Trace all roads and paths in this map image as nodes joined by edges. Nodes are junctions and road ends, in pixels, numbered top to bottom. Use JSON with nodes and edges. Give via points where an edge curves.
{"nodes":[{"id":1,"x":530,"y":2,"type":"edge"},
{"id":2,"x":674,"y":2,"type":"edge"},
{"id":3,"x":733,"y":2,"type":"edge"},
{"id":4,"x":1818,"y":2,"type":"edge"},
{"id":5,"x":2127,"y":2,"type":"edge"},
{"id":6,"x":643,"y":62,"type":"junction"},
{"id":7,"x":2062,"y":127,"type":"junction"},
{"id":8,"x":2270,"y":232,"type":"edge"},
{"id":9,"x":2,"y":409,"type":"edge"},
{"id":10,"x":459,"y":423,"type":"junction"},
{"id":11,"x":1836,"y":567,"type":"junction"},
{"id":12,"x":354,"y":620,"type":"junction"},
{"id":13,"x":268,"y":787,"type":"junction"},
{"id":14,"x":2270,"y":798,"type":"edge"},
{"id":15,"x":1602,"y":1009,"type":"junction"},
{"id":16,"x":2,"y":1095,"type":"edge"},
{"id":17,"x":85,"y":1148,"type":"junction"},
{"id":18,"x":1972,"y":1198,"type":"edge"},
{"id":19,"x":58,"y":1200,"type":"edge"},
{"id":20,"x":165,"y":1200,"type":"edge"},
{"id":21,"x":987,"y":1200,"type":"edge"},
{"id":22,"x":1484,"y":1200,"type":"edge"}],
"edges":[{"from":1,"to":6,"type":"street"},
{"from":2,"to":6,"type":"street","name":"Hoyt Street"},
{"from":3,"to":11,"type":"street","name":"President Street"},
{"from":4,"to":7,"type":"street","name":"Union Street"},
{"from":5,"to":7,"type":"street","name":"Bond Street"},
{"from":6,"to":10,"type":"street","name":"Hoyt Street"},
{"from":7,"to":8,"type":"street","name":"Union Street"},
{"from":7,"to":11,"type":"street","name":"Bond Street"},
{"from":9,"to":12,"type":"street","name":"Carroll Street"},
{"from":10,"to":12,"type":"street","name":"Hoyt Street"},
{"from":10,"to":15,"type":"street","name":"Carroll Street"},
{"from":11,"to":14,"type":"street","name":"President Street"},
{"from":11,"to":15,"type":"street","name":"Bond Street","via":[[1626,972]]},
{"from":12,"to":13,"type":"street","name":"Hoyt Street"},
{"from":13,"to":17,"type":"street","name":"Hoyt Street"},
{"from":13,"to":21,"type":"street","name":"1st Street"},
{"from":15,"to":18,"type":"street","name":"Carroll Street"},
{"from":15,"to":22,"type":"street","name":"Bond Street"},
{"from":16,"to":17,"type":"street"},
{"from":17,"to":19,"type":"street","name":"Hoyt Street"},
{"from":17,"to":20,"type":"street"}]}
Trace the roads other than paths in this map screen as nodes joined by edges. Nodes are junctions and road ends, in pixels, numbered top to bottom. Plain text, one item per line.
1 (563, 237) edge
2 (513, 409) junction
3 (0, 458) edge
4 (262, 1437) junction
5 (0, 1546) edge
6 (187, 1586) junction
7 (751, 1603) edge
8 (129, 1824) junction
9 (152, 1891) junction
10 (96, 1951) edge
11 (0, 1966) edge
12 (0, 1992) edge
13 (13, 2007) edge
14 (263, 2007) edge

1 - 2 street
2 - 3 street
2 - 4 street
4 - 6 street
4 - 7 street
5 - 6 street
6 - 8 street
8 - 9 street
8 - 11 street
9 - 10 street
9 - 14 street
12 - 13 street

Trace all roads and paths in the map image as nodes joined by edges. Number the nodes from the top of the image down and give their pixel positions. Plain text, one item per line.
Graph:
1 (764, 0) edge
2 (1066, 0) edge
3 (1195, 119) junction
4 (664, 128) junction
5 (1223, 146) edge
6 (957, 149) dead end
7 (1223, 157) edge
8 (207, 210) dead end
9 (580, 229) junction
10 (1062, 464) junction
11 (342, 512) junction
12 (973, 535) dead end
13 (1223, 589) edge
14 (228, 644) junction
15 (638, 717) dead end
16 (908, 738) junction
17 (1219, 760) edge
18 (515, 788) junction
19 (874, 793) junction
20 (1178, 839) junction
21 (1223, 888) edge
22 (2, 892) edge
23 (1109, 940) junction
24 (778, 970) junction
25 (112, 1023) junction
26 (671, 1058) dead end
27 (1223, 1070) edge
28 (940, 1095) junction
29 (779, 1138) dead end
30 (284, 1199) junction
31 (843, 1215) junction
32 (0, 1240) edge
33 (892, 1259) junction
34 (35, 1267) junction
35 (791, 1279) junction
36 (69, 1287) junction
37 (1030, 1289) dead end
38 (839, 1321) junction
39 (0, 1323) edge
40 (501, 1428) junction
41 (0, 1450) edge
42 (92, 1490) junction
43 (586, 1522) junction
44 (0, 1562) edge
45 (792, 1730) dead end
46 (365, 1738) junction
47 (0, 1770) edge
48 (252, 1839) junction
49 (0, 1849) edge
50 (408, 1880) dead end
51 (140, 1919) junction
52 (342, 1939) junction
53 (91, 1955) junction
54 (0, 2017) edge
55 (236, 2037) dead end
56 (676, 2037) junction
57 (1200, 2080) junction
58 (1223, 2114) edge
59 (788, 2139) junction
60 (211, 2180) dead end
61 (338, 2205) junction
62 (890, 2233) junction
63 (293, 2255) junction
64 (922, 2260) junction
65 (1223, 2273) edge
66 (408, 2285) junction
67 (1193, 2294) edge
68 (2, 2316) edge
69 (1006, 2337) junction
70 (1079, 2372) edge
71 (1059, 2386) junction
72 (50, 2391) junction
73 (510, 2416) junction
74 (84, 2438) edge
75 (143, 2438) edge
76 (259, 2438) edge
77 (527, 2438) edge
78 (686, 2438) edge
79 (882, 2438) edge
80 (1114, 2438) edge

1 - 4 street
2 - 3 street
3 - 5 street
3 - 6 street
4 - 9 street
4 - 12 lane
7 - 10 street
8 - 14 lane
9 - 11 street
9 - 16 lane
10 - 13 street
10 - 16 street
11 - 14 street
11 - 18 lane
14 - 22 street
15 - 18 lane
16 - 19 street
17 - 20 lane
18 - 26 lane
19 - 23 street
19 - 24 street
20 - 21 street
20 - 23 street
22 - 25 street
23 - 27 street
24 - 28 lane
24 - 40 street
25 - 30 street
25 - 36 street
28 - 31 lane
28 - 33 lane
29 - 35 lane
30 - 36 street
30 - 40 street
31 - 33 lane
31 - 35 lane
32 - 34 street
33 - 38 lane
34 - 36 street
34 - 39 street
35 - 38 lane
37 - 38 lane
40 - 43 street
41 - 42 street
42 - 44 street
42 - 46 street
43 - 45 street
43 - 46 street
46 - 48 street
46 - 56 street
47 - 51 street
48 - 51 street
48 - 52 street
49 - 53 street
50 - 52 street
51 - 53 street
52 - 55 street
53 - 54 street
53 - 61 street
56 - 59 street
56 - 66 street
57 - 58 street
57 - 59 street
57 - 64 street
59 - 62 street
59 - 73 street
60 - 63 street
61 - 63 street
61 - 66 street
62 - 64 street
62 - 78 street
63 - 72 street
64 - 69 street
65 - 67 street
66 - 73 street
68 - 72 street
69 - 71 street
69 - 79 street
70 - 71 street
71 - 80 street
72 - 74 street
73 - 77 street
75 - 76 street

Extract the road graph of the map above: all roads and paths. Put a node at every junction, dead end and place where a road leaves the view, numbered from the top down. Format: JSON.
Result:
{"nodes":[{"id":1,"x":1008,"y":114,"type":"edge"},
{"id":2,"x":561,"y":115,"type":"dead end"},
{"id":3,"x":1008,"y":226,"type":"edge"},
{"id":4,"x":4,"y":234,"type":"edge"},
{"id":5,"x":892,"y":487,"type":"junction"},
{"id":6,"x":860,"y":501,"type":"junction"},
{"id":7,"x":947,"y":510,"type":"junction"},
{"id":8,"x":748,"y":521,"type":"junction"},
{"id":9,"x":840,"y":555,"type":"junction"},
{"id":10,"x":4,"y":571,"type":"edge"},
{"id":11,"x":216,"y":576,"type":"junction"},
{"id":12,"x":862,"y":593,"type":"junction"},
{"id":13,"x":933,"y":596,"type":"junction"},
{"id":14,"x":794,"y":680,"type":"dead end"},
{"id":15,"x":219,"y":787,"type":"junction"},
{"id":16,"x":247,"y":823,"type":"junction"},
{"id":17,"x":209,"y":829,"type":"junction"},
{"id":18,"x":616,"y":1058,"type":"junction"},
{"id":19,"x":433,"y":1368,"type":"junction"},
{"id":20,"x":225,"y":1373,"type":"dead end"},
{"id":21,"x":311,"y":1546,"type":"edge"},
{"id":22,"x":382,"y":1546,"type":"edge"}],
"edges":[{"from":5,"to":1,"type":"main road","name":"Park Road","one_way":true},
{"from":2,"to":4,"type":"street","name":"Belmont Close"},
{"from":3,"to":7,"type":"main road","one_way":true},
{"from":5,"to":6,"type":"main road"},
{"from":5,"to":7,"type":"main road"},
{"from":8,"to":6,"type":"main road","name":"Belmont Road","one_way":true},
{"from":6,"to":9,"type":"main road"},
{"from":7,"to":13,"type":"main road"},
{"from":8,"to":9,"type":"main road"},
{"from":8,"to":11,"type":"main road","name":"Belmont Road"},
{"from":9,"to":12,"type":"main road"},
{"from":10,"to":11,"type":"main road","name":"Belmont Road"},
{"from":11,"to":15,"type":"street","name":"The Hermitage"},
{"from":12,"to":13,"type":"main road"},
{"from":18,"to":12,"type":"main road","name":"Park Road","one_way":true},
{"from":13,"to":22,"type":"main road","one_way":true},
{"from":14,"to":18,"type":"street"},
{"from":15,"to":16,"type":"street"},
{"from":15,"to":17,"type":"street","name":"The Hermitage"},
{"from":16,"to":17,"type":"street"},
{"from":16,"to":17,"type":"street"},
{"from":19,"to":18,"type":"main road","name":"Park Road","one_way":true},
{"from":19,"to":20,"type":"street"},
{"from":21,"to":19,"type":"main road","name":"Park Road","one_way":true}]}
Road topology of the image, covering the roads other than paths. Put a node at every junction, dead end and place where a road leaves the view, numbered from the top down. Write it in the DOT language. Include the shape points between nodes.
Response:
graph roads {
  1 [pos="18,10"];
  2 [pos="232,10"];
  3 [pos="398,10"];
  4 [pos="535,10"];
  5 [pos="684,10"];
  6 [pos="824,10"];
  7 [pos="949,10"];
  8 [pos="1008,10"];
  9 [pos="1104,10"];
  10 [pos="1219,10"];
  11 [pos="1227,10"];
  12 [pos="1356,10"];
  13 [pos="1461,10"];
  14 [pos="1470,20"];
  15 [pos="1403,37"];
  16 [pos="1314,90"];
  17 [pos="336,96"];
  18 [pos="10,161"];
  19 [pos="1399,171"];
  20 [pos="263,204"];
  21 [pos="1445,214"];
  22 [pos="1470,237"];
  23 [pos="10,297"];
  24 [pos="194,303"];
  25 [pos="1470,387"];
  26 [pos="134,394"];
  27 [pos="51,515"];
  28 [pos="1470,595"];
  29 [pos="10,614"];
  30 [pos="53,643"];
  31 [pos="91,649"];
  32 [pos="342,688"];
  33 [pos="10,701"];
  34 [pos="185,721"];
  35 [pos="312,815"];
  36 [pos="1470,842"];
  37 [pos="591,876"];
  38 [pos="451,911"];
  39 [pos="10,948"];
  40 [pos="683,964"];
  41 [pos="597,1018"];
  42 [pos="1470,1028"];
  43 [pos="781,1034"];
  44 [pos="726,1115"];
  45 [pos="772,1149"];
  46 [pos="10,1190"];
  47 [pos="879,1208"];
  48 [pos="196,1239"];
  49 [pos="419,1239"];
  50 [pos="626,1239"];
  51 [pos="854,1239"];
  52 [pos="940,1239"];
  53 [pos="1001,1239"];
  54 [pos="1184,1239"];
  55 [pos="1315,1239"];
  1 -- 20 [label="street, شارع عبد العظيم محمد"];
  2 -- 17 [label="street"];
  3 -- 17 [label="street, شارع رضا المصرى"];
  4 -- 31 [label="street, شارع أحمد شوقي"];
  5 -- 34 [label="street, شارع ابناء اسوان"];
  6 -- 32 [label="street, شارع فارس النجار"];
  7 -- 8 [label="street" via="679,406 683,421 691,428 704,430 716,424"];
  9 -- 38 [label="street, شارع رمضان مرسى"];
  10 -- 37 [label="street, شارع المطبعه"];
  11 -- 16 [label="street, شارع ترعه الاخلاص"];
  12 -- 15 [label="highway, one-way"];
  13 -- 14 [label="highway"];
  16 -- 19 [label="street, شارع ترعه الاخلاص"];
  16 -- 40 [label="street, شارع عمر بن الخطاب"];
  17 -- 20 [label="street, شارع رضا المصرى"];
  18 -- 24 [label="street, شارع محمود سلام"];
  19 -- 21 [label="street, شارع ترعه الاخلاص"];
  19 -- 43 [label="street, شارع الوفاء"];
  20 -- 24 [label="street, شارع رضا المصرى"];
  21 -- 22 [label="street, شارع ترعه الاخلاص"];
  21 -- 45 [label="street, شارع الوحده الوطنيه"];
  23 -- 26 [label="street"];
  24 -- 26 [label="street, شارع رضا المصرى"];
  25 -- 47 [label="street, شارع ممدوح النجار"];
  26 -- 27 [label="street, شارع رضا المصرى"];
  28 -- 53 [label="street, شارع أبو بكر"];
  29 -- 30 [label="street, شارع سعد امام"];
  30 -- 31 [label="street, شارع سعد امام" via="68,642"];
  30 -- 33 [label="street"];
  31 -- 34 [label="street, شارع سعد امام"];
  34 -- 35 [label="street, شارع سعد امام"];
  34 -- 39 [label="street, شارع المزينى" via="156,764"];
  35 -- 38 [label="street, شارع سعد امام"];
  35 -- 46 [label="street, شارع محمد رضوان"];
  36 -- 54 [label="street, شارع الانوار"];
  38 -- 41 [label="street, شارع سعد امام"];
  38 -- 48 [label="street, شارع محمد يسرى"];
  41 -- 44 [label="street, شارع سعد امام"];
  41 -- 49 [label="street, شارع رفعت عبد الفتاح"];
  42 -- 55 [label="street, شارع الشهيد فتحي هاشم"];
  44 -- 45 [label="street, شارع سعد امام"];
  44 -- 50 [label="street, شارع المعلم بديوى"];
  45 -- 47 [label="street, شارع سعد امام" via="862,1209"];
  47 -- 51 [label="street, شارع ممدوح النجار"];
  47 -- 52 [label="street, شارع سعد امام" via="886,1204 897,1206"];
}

========================================

Return exactly the lines above from the line that has "Trace the roads" through the line that has "Trace all roads and paths in the", inclusive, and nothing else.

Trace the roads other than paths in this map screen as nodes joined by edges. Nodes are junctions and road ends, in pixels, numbered top to bottom. Plain text, one item per line.
1 (563, 237) edge
2 (513, 409) junction
3 (0, 458) edge
4 (262, 1437) junction
5 (0, 1546) edge
6 (187, 1586) junction
7 (751, 1603) edge
8 (129, 1824) junction
9 (152, 1891) junction
10 (96, 1951) edge
11 (0, 1966) edge
12 (0, 1992) edge
13 (13, 2007) edge
14 (263, 2007) edge

1 - 2 street
2 - 3 street
2 - 4 street
4 - 6 street
4 - 7 street
5 - 6 street
6 - 8 street
8 - 9 street
8 - 11 street
9 - 10 street
9 - 14 street
12 - 13 street

Trace all roads and paths in the map image as nodes joined by edges. Number the nodes from the top of the image down and give their pixel positions. Plain text, one item per line.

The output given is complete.